The governor went on to cite the “dire” economic situation among farmers in the Central Valley and said the permits would add enormous costs. Moreover, Schwarzenegger said the court decision would impair the state’s ability to control invasive species such as the gypsy moth, the medfly and the Asian citrus psyllid.
“The Asian citrus psyllid has nearly destroyed Florida’s citrus industry, and the gypsy moth has stripped large swaths of forests in several states,” the letter says. “The application of various pesticides to eradicate invasive species on a timely basis is a critical tool.”
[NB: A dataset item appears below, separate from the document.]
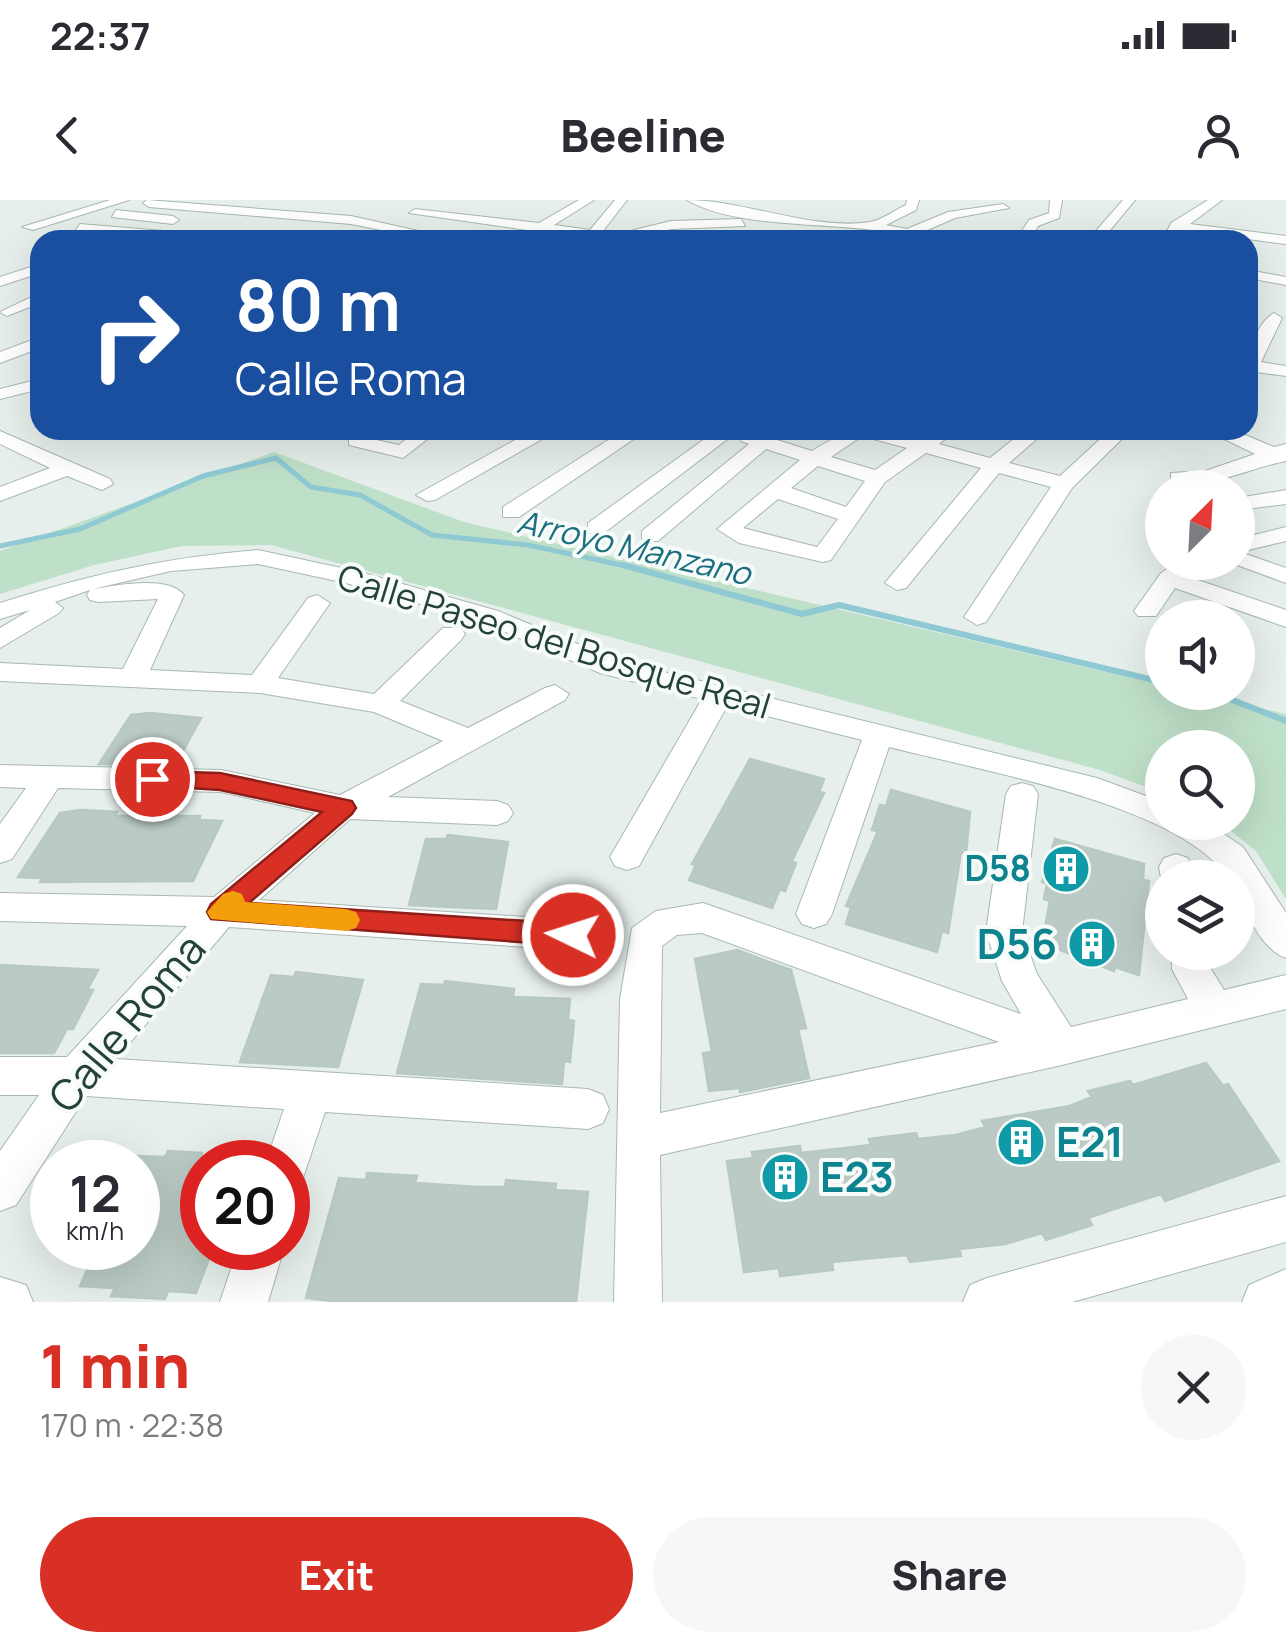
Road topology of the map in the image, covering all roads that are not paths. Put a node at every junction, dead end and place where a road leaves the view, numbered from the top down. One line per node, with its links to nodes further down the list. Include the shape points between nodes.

A recent post on the court’s decision by the “Environmental Law & Climate Change Law Blog” seems to downplay the significance of the decision, saying one solution that may satisfy California is for EPA to issue a general permit for application of pesticides, rather than twin permits under the competing federal statutes.
The blog post added that the court may have ruled in favor of environmental groups that pushed the matter, but it also noted the proposed fix.
“The court, despite ruling in the environmentalists’ favor, showed the EPA the way out of the wilderness,” the blog says.
The 6th Circuit in January, in National Cotton Council of America v. U.S. EPA, overturned a 2007 decision at EPA to exempt some pesticides from the Clean Water Act’s permitting requirements. The court rejected EPA’s claim that the rule was a “reasonable construction” of the act.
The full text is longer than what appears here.